Cardcaptor Sakura: The Movie was released on VHS, LD and DVD in Japan by Bandai Visual on February 25, 2000. The film was re-released on November 25, 2000 on VHS, May 25, 2007 on DVD in a two-disc set with Cardcaptor Sakura Movie 2: The Sealed Card, and on December 22, 2009 on DVD. Nelvana confirmed plans to release a Cardcaptors film on their website in December 2000, and followed up with a press release saying it was planned for Q4 2001. The company ultimately released an English dubbed version of this film with Voicebox productions retaining the same name and story changes as its main Cardcaptors dub, although it was dubbed visually uncut and released in both edited and uncut editions. This version first aired on Teletoon in its native Canada on April 6, 2002. As with the television series, Pioneer Entertainment also released the film on home video with the original Japanese audio and English subtitles. Both the edited and unedited versions were released on VHS and DVD on March 26, 2002. Discotek Media released the film on Blu-ray Disc and DVD on September 30, 2014 in North America.

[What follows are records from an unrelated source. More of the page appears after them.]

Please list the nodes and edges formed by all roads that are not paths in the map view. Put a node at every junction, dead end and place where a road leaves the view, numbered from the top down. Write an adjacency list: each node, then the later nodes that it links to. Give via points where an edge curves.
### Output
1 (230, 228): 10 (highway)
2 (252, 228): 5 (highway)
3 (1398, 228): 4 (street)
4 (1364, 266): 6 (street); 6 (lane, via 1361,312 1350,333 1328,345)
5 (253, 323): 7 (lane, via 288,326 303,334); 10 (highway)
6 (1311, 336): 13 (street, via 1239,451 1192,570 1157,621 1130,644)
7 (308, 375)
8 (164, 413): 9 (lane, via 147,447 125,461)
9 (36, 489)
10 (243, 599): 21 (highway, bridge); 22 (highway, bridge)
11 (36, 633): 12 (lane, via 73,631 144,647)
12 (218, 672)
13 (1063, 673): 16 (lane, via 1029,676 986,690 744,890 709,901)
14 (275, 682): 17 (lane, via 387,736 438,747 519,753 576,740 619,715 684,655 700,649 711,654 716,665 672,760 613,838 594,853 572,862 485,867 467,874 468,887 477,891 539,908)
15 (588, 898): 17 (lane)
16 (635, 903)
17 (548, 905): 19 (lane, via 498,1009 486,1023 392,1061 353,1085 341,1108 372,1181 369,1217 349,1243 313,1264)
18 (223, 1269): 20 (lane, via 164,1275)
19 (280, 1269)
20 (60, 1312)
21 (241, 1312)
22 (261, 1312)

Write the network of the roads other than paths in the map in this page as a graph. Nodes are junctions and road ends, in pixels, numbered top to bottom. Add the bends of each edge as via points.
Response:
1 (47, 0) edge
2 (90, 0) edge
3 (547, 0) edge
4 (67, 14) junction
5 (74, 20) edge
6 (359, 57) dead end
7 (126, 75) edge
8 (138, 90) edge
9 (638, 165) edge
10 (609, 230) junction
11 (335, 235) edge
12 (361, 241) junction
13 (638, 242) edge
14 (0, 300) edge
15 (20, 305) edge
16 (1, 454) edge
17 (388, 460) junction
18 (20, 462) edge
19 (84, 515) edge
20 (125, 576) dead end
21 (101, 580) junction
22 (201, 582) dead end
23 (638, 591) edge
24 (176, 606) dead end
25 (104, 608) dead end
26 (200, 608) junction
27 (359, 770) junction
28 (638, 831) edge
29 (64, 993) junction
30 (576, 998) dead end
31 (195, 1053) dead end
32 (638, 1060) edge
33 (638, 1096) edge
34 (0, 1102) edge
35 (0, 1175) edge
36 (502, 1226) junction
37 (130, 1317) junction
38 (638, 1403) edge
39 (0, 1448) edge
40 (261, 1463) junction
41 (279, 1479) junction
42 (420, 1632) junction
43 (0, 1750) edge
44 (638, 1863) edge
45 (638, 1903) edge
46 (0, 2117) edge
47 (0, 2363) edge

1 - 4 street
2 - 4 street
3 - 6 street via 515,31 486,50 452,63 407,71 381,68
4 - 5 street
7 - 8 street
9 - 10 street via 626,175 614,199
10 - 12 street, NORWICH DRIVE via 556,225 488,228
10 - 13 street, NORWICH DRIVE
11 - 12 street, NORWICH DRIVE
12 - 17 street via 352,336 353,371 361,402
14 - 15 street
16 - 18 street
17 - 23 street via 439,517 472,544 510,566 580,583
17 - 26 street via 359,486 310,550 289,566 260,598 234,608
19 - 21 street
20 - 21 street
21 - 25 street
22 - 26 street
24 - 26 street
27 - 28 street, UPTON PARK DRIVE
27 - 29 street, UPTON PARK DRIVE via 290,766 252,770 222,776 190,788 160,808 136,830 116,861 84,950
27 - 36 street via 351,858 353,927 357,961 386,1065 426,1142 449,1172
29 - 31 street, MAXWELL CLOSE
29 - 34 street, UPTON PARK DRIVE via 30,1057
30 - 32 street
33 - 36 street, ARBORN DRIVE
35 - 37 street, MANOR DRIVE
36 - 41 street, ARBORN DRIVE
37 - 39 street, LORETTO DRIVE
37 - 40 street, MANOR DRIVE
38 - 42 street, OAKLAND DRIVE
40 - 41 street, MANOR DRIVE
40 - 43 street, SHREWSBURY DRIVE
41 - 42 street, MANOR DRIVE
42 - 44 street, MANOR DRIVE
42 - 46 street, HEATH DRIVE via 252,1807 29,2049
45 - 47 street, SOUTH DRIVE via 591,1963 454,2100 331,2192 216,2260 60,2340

The film was screened in theaters again on January 21, 2017 in Japan to celebrate the 20th anniversary of the manga.

The theme song for the film is "Tōi Kono Machi de" (遠いこの街で) by Naomi Kaitani. The single containing the song was released on August 11, 1999 by Victor Entertainment. The film's original soundtrack was released on August 25, 1999 by Victor Entertainment containing one disc and 30 tracks.